Changes in how the PDB was vetted and produced go a long way to explain some of the recent intelligence failures. These changes began during the Clinton Administration and have continued in the Bush Administration. Before Clinton and W, when CIA analysts did current production they were focused principally on writing articles for the National Intelligence Daily (aka the NID). The decision to write a NID piece was the same as the PDB process. In fact, it was the decision to write a NID piece that usually led to the decision to include a variant of the NID piece in the PDB. In those days (the good old days) analysts at CIA had to coordinate their analysis with analysts from DIA, INR and NSA. That is not the case today. On occasion the disagreements would be deep and a dissent would be published alongside the original piece to let the senior policymakers know that there were other views on some of these matters.

Back in the good old days other agencies could submit pieces for the PDB, which National Intelligence Officers (NIOs) assigned to the National Intelligence Council (NIC) and senior analysts were allowed to comment on. Not now.

Back in the good old days NIOs used to see NID and PDB drafts before they were published. This was to ensure that other agency views were at least considered. Not now.

This is not to say that old PDB and NIDs were always better than what the President sees today, but this process ensured that the President had the views that represented the best analysis of the entire intelligence community, even if drafted primarily by one agency. Not now.

The failure to encourage and tolerate dissent was a major reason for the flawed October 2002 National Intelligence Estimate that grossly exaggerated the WMD threat in Iraq.

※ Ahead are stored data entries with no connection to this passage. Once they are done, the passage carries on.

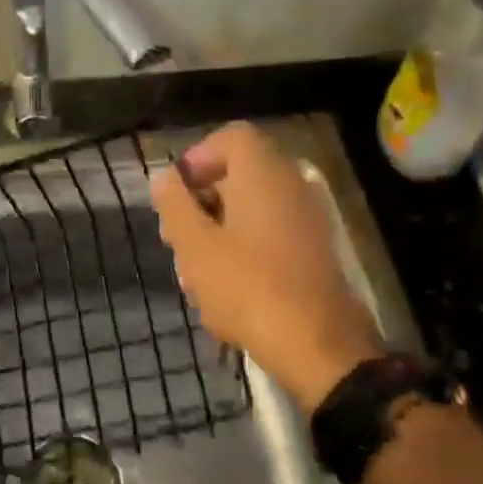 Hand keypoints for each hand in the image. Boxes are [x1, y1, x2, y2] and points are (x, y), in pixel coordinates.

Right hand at [151, 122, 382, 413]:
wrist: (317, 345)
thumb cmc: (246, 286)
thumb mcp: (194, 245)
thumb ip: (174, 204)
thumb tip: (165, 178)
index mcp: (263, 174)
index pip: (231, 138)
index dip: (197, 158)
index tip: (176, 195)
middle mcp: (290, 186)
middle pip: (237, 175)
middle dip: (200, 203)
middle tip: (176, 239)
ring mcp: (305, 219)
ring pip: (249, 210)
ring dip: (216, 233)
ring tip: (194, 274)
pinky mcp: (311, 251)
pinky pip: (267, 235)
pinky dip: (241, 251)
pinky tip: (222, 291) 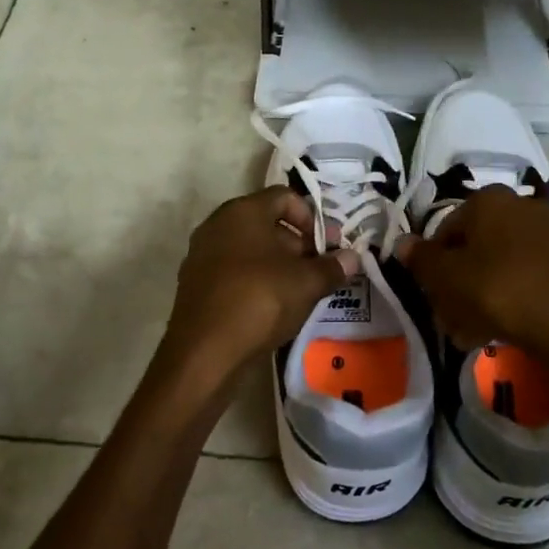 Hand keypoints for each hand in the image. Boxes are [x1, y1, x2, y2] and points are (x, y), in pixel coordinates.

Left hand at [160, 187, 358, 384]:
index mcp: (243, 211)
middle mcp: (218, 223)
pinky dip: (255, 279)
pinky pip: (233, 270)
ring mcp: (202, 253)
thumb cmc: (260, 300)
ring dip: (277, 263)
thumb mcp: (306, 283)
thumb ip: (332, 267)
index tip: (327, 246)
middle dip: (297, 243)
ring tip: (300, 291)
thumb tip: (353, 257)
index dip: (311, 217)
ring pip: (249, 247)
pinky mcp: (195, 283)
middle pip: (266, 222)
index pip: (284, 197)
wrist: (204, 351)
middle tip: (319, 270)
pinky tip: (272, 306)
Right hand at [400, 187, 548, 369]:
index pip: (446, 228)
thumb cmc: (498, 291)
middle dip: (460, 279)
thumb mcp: (446, 278)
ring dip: (484, 291)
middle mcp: (521, 204)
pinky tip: (504, 328)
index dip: (433, 263)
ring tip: (474, 330)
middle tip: (451, 315)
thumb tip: (402, 243)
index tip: (432, 294)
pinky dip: (513, 295)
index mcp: (489, 198)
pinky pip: (528, 275)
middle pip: (476, 245)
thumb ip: (421, 259)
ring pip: (501, 262) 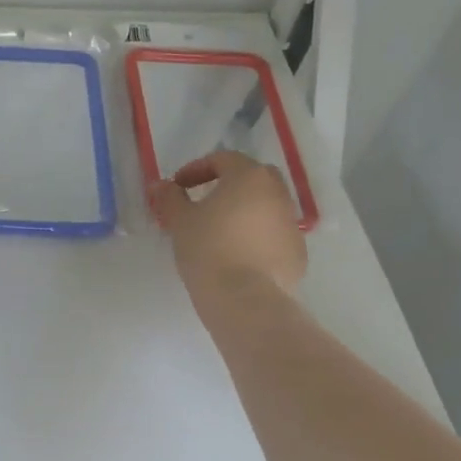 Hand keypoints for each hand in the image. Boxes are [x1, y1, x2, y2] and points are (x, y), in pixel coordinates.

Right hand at [149, 150, 305, 294]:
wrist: (245, 300)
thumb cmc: (209, 250)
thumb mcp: (180, 221)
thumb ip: (170, 197)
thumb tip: (161, 185)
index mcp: (249, 177)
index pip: (223, 159)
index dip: (197, 169)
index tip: (178, 187)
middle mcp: (277, 193)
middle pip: (253, 177)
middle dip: (229, 184)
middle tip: (206, 201)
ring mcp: (292, 224)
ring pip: (267, 206)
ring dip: (246, 211)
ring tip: (222, 231)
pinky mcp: (298, 253)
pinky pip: (275, 234)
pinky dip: (258, 236)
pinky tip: (239, 255) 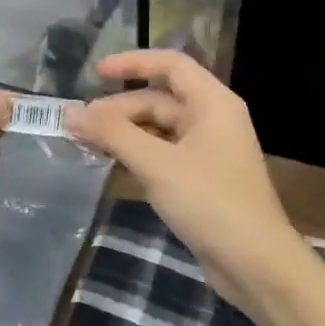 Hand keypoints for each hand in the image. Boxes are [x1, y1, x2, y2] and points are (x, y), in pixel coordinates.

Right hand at [66, 51, 308, 315]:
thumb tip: (70, 112)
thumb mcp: (156, 164)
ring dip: (124, 134)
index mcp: (212, 103)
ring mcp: (208, 151)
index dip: (132, 63)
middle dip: (119, 109)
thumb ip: (112, 134)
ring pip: (159, 130)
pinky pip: (163, 155)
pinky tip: (111, 165)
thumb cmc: (209, 202)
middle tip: (79, 126)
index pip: (171, 65)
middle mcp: (213, 119)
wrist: (254, 262)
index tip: (94, 73)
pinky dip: (137, 155)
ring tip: (86, 144)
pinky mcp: (201, 180)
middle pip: (159, 100) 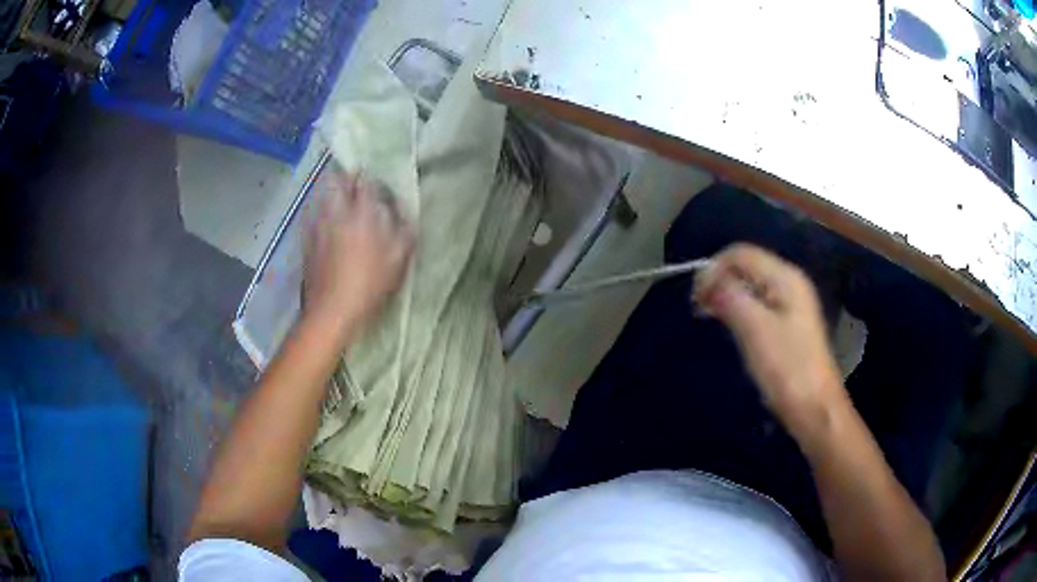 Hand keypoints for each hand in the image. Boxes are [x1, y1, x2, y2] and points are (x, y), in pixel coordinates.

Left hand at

If the NIC had taken the dissents on the WMD paper seriously, for example, it would not have been so disastrously wrong.

Assuming he is approved, Negroponte does not have to create a great big bureaucracy. He just has to get a handful of smart people -- a rejuvenated, cleaned-up NIC perhaps -- and have them coordinate the product. That would help compensate for the weaknesses or vulnerabilities or prejudices or whatever of any particular agency.